*Your task:*
Every line in the data below that holds "Trace" should be found and copied.

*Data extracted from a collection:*
▬▬▬▬▬▬

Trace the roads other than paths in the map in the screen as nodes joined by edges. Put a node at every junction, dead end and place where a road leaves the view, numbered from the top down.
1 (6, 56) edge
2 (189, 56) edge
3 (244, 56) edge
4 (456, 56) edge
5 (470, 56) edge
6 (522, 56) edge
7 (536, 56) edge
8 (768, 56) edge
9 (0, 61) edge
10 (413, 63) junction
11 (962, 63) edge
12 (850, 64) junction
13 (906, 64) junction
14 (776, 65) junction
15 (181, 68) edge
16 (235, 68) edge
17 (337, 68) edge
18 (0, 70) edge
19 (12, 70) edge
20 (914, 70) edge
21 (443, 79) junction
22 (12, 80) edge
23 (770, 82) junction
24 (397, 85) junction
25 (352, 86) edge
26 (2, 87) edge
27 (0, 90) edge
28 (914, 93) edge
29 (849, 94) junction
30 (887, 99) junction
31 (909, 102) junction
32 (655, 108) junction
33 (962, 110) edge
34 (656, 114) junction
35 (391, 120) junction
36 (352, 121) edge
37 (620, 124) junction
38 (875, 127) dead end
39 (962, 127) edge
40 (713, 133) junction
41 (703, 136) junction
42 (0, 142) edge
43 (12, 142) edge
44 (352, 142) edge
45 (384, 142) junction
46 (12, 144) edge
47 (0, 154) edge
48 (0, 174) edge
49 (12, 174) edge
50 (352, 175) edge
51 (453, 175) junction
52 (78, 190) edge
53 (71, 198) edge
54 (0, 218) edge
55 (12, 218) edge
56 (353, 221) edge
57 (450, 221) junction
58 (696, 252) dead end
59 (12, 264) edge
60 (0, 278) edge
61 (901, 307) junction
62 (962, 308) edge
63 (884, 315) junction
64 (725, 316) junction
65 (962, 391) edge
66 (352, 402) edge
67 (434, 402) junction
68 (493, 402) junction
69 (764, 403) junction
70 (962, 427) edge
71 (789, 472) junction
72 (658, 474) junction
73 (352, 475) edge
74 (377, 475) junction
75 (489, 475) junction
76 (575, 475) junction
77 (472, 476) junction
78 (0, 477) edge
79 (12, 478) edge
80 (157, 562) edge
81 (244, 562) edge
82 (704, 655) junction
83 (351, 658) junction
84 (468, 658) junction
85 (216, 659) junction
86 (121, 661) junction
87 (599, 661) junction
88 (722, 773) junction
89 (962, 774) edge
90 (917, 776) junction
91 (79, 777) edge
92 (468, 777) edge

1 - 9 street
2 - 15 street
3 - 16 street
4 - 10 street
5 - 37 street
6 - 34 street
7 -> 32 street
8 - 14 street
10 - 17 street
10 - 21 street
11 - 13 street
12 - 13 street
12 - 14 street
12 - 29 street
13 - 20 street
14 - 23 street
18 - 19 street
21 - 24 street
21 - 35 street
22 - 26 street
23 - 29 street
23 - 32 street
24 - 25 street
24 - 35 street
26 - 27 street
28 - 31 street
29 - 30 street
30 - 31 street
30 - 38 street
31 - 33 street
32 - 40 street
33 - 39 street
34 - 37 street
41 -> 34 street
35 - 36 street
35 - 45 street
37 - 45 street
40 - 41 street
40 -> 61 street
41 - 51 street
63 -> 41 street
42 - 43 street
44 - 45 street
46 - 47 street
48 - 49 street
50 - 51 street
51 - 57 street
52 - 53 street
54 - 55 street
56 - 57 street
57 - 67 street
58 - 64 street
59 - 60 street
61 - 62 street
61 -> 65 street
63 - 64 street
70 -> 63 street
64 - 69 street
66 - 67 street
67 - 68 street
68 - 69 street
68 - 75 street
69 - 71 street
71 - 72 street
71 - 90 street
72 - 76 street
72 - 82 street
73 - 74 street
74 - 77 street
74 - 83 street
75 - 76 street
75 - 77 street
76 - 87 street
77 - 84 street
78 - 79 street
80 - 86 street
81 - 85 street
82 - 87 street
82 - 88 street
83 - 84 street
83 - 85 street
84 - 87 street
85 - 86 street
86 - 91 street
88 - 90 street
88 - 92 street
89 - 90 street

▬▬▬▬▬▬

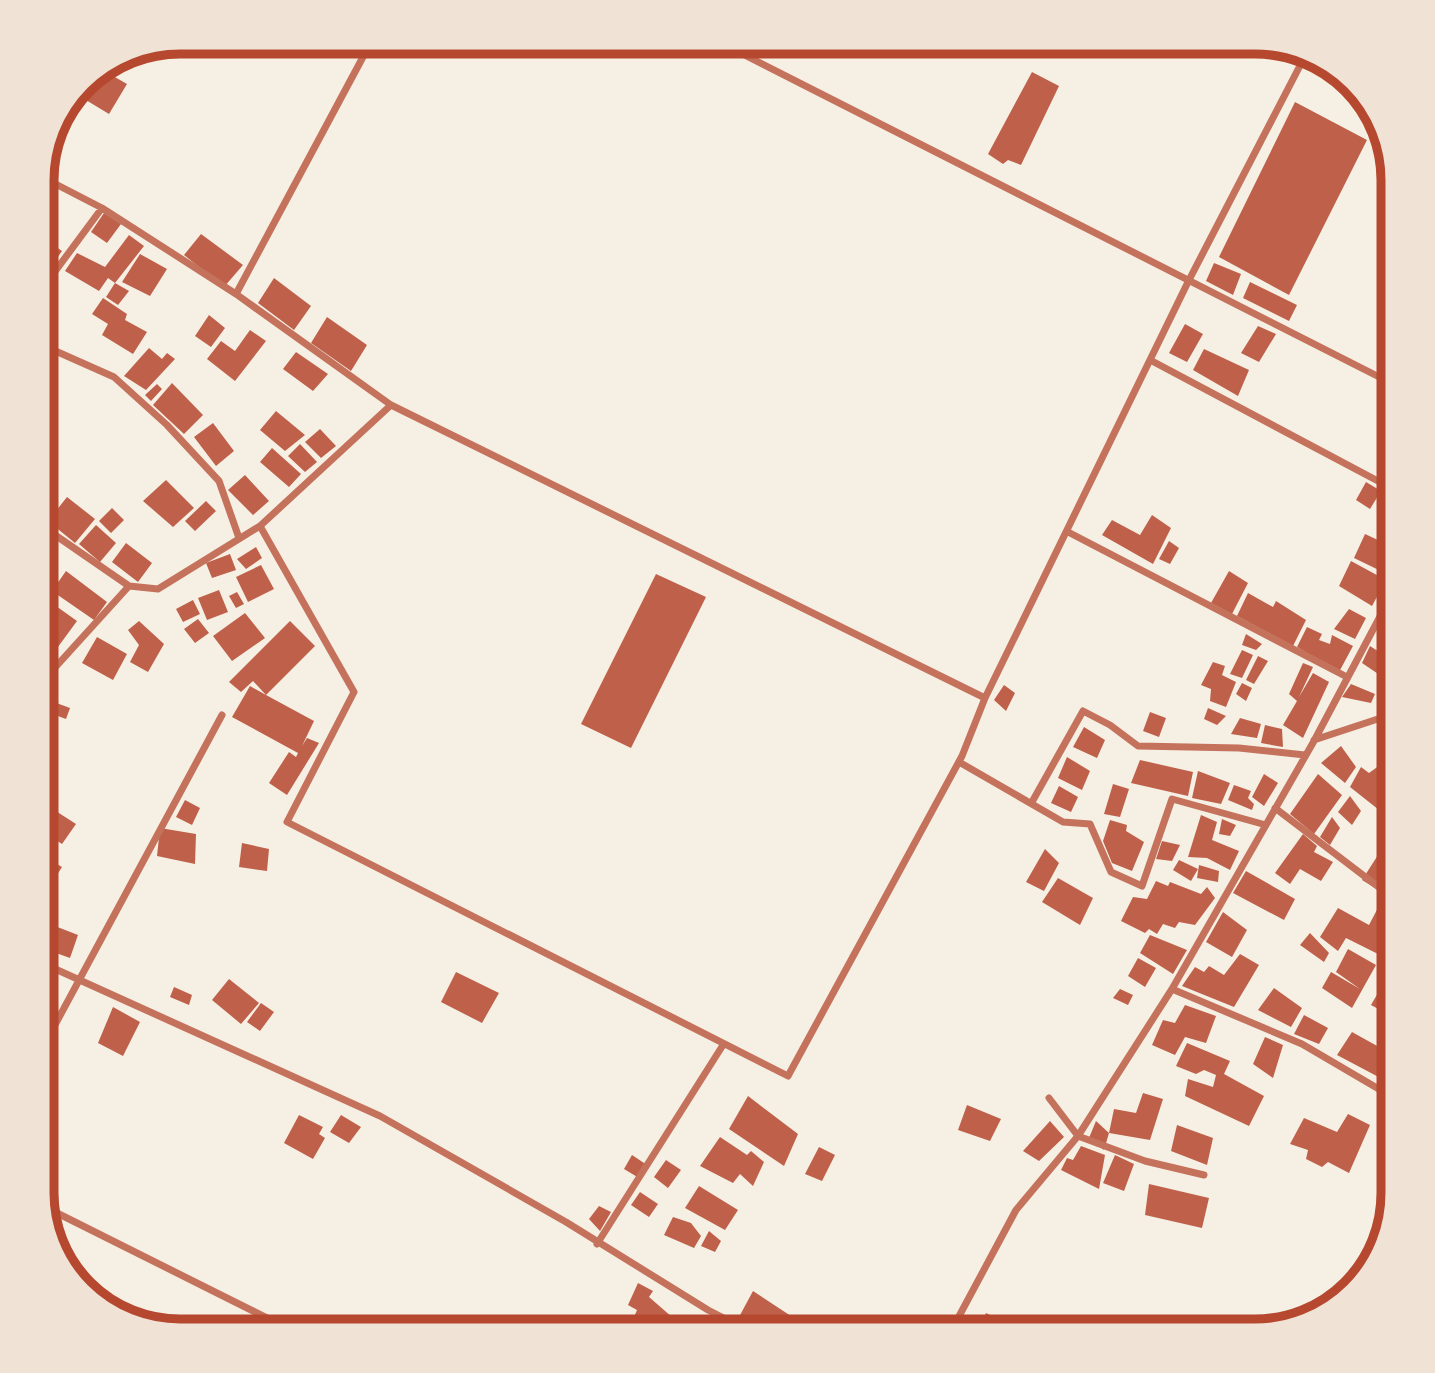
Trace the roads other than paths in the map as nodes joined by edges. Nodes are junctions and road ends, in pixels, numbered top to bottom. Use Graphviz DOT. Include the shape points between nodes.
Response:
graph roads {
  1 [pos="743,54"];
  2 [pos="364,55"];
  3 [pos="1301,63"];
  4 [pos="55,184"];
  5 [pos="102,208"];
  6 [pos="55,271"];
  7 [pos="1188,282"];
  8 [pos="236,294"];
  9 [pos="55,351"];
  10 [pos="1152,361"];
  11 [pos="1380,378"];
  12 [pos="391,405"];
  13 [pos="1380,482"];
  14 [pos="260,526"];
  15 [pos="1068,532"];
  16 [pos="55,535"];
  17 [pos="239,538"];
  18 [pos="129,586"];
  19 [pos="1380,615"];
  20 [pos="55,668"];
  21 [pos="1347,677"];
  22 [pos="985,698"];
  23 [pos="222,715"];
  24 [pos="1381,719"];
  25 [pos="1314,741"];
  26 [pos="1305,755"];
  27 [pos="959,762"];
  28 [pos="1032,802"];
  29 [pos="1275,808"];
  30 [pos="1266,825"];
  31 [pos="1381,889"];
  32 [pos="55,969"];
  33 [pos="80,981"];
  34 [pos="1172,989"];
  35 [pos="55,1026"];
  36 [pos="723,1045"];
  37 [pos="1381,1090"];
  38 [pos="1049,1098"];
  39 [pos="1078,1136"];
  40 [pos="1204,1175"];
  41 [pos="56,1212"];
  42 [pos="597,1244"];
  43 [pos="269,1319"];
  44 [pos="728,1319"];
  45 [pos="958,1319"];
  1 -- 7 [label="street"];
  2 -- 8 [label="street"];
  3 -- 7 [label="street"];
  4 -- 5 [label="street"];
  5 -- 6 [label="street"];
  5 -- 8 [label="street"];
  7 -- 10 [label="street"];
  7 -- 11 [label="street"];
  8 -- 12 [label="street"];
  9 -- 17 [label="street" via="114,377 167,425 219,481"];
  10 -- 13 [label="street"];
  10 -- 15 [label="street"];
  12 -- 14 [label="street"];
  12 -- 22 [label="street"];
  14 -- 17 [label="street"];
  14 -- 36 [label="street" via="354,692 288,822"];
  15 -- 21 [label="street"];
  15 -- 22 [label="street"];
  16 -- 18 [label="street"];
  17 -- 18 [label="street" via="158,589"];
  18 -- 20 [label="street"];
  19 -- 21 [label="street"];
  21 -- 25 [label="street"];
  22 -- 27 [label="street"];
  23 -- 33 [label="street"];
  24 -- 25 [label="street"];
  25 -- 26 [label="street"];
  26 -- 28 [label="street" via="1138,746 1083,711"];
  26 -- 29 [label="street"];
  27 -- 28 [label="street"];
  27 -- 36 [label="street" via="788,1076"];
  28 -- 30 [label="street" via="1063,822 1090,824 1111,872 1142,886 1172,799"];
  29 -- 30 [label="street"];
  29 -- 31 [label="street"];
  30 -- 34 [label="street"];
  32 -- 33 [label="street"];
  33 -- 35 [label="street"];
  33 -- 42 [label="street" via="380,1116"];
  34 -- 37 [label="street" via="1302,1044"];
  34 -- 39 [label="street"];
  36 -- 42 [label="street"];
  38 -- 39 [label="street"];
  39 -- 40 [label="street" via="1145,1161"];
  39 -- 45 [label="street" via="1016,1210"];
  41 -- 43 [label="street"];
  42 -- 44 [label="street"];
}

▬▬▬▬▬▬

*Task result:*
Trace the roads other than paths in the map in the screen as nodes joined by edges. Put a node at every junction, dead end and place where a road leaves the view, numbered from the top down.
Trace the roads other than paths in the map as nodes joined by edges. Nodes are junctions and road ends, in pixels, numbered top to bottom. Use Graphviz DOT. Include the shape points between nodes.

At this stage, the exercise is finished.